As the Writers Guild of America continues its labor strike into its third month, the Hollywood Reporter is reporting that the major television networks are not being heavily impacted and “advertisers are sticking with their upfront media commitments”. This is good news for NBC (NYSE:GE), ABC (NYSE:DIS), CBS (NYSE:CBS), Fox (NASDAQ:NWS), My Network (NWS) and CW (jointly owned by CBS and Time Warner (NYSE:TWX)). According to the article, “Most advertisers had until this week to cancel up to 50% of their upfront ad purchases for the second quarter. But with the deadline passing, few clients actually opted out, network and media agency sources said”.

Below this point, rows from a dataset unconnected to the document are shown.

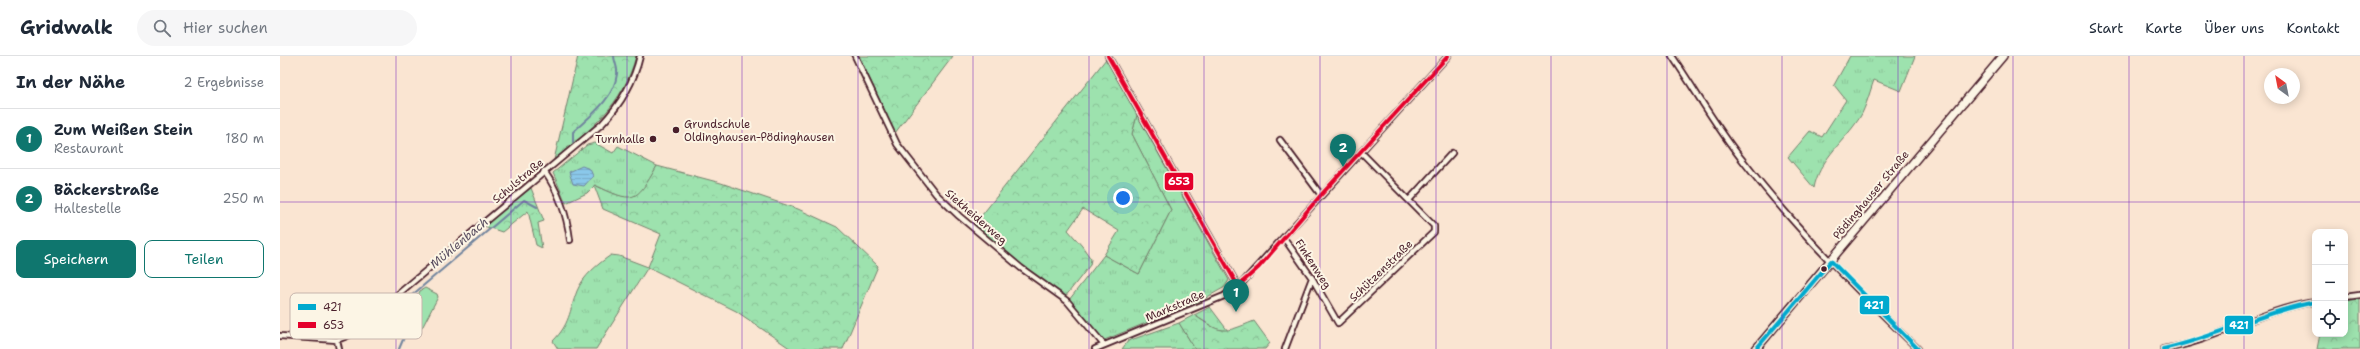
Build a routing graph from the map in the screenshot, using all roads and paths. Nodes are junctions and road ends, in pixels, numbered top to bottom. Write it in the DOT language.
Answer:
graph roads {
  1 [pos="640,56"];
  2 [pos="855,56"];
  3 [pos="1108,56"];
  4 [pos="1448,56"];
  5 [pos="1672,56"];
  6 [pos="2003,56"];
  7 [pos="1280,140"];
  8 [pos="1361,152"];
  9 [pos="1452,153"];
  10 [pos="544,171"];
  11 [pos="1320,195"];
  12 [pos="1409,200"];
  13 [pos="1284,238"];
  14 [pos="570,240"];
  15 [pos="1831,261"];
  16 [pos="1312,278"];
  17 [pos="1238,286"];
  18 [pos="399,293"];
  19 [pos="2360,295"];
  20 [pos="2348,297"];
  21 [pos="2312,303"];
  22 [pos="1336,321"];
  23 [pos="280,336"];
  24 [pos="290,337"];
  25 [pos="323,339"];
  26 [pos="337,340"];
  27 [pos="1112,342"];
  28 [pos="1104,345"];
  29 [pos="339,349"];
  30 [pos="1095,349"];
  31 [pos="1112,349"];
  32 [pos="1285,349"];
  33 [pos="1756,349"];
  34 [pos="1918,349"];
  35 [pos="2163,349"];
  1 -- 10 [label="street, Schulstraße"];
  2 -- 28 [label="street, Siekheiderweg"];
  3 -- 17 [label="street"];
  4 -- 8 [label="street, Markstraße"];
  5 -- 15 [label="street"];
  6 -- 15 [label="street, Pödinghauser Straße"];
  7 -- 11 [label="street"];
  8 -- 11 [label="street, Markstraße"];
  8 -- 12 [label="street"];
  9 -- 12 [label="street"];
  10 -- 14 [label="street"];
  10 -- 18 [label="street, Schulstraße"];
  11 -- 13 [label="street, Markstraße"];
  12 -- 22 [label="street, Schützenstraße"];
  13 -- 16 [label="street, Finkenweg"];
  13 -- 17 [label="street, Markstraße"];
  15 -- 33 [label="street, Pödinghauser Straße"];
  15 -- 34 [label="street"];
  16 -- 22 [label="street, Finkenweg"];
  16 -- 32 [label="street"];
  17 -- 27 [label="street, Markstraße"];
  19 -- 20 [label="street"];
  21 -- 35 [label="street"];
  23 -- 24 [label="street"];
  25 -- 26 [label="street"];
  26 -- 29 [label="street"];
  27 -- 28 [label="street, Markstraße"];
  27 -- 31 [label="street"];
  28 -- 30 [label="street, Markstraße"];
}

One would think advertisers would be wary to keep these commitments in the ratings impacted spring season as the networks run out of original scripted programming, a direct impact of the WGA strike that started in early November when television productions are in usually in full swing. However, it is the strength of the so-called “scatter” markets- the ongoing selling of advertising inventory by the networks remaining after the “upfront” commitments are sold prior to the start of the television season, that has advertisers holding tight.
According the Hollywood Reporter, “With the scatter marker as strong as it is, they would be glad to give their money back so they could sell the spots for significantly more than they did in the upfronts”. It further goes on to quote Jason Janefsky, Senior VP group account director at MPG, as saying "The networks don't care if advertisers exercise options or take money back. They can spin the inventory for a higher unit cost." Rather than cancel the orders and face higher prices in the scatter market, these advertisers appeal content to simply take “make-goods”, or additional ratings points down the road that make up for any strike-induced ratings shortfalls.
The changing dynamics of the scatter market has been an interesting development over the past few years not widely examined by the financial community. The television networks have done a much better job of managing their commercial inventory loads, and while holding back much more lends additional risk for the networks of not selling-out, it has also helped drive rates higher. Initially, many national advertisers felt they would hold out on network upfronts, but they are finding so much competition in the scatter markets that the rates are not any better there. This should help the networks in coming upfront sales as well as more advertisers look to front load and lock in their buys for their clients, rather than risk paying higher prices later.
This is all very positive for the networks, and not such great news for the union out on strike. Along with the money the networks have been able to save through cancelling writer contracts and eliminating other non-writing staff, the networks seem to be weathering this strike economically far better than previous labor walkouts. As they roll out much less expensive reality based programming, game shows, and the like in the spring season, the networks could come out ahead in this strike, helping the bottom lines of their parent companies.
This effect would be most pronounced on CBS which was spun off from parent company Viacom (NYSE:VIA) last year, and where the impact of the networks financial results are much more profound on corporate earnings. With the successes CBS is having in other areas of the company, particularly the turnaround of their radio division, CBS could be a market standout in the coming earnings season.